Women Struggle to Enter Work in Armenian City
|Publisher||Institute for War and Peace Reporting|
|Publication Date||4 August 2012|
|Citation / Document Symbol||CRS Issue 653|
|Cite as||Institute for War and Peace Reporting, Women Struggle to Enter Work in Armenian City, 4 August 2012, CRS Issue 653, available at: http://www.refworld.org/docid/502273b42.html [accessed 1 August 2014]|
Single mothers in Armenia often find it hard to escape poverty because they are paid very little, if they can get a job at all. But those living in Gyumri, the country's second-largest city, have a particularly hard time.
The northwestern city still lives in the shadow of the massive Shirak earthquake of 1988, which devastated this part of what was then Soviet Armenia. Today, women make up 60 per cent of the town's 360,000 inhabitants, because so many men have left to find work in Russia as migrant labourers.
The hostel used to accommodate workers at Gyumri's LenTextile factory was badly damaged in the earthquake. The plant is long closed, but 20 or so families still live in the hostel many of them without men or a wage-earner. The gloomy, decrepit building lacks basic amenities and almost all the staircases are damaged.
Most of the women living there rely on state benefits. Edward Baghramyan, head of the local social services department, said families living at the hostel received basic monthly benefits of 16,000 drams, the equivalent of 39 US dollars, as well as an additional 6,000 drams, or 15 dollars, for each child.
Ani Koretsky, 19, lives in the hostel together with her mother, brother and daughter Alvard, who is one-and-a-half. After two years of marriage, Ani's husband abandoned his wife and daughter and left for Russia.
"Every night I fall asleep, and wake up terrified at the thought that this ramshackle building will fall down," she said.
Her family's total income comes to 26,000 drams, or 63 dollars, including the benefits received by her brother and child.
Ani doubts she will ever find a job.
According to the Shirak provincial department for family, women's and children's affairs, 72 per cent of women in the region are unemployed, a far higher rate than among men.
In Gyumri, job adverts often specify that female applicants must be good-looking, young and have a university degree.
Vahan Tumasyan, head of the Centre for Political Culture and Accord in Gyumri, singled out a few such adverts – "company looking for a good-looking girl aged up to 28 to work as a cleaner"; "store looking for women aged up to 30 to work as shop assistants"; "restaurant looking for a well-educated woman aged up to 30 for waitressing work".
Tumasyan said women's wages in Gyumri averaged only 35,000 to 40,000 drams, roughly 85-100 dollars a month, and that many women preferred to stay at home and live on benefits.
Yepraxia Kirakosyan, 24, worked as a hairdresser for eight months but left because of the low pay.

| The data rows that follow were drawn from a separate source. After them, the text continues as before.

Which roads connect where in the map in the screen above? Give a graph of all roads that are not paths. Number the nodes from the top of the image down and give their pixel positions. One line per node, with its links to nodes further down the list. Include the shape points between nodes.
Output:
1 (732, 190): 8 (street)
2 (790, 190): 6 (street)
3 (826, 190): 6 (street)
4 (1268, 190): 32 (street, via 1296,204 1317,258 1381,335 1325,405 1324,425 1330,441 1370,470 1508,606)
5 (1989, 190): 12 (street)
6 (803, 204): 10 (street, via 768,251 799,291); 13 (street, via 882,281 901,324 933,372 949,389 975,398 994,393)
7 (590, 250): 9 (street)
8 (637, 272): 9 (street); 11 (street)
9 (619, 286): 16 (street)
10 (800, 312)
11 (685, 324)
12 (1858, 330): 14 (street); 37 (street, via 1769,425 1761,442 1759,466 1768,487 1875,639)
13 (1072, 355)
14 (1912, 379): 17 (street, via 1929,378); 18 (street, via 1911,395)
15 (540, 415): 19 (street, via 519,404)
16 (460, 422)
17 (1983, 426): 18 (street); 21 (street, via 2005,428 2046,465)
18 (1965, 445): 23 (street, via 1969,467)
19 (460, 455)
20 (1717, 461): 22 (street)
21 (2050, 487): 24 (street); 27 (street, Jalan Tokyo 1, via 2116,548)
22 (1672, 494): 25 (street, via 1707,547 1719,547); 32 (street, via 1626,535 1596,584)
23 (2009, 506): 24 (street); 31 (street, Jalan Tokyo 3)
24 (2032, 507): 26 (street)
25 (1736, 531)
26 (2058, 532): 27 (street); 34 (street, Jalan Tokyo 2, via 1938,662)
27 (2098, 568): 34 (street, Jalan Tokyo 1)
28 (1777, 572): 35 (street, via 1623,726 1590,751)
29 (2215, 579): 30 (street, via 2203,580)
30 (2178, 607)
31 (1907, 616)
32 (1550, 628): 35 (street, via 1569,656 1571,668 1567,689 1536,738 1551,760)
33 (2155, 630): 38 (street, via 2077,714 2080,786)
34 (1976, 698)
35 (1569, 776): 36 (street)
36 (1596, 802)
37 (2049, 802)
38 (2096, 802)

"I was earning next to nothing for a whole month's work. Once I earned 40,000 drams, but the next month I only got 10,000. You can't live on that, of course. Everything is expensive," she said.
Women's rights activists say traditional attitudes towards gender roles contribute to especially high rates of female unemployment.
Vahe Tagvoryan, deputy director of the NGO Ajakits, which helps women and vulnerable older people, said many men do not believe wives should work.
"There are many impoverished families in Gyumri, but still men would never allow their wives to work because they think it's disreputable to work as a waitress or shop assistant," Tagvoryan said. "They believe this kind of work could harm their reputation. Public opinion is very important here, since the society condemns women who take up such jobs."
Liana Muradyan, 26, lives in the hostel with her five children. Her family's monthly income is 53,000 drams, or 130 dollars. Despite their hardship, Liana's husband Gevorg Mangasaryan, 22, refuses to let her work.
"I work, and that's enough. She could only work at a cafe where there's lots of people coming and going. Why would I allow her to work there?" he said. "Besides, we have five kids. She should stay at home and take care of them."
Psychologist Manushak Karapetyan argues that social conditions harden existing attitudes, explaining that "unemployment makes men in Gyumri insecure, aggressive and despotic. They fear if women start working, they will get ahead of them."
Lusine Ginosyan, head of the regional department for the family, women and children said local government was trying hard to get more women into work through job-creation schemes and business loans for women in rural communities.
"It's impossible to provide all women with work, but it's clear that programmes are being implemented and that some progress has been made in this area," she said.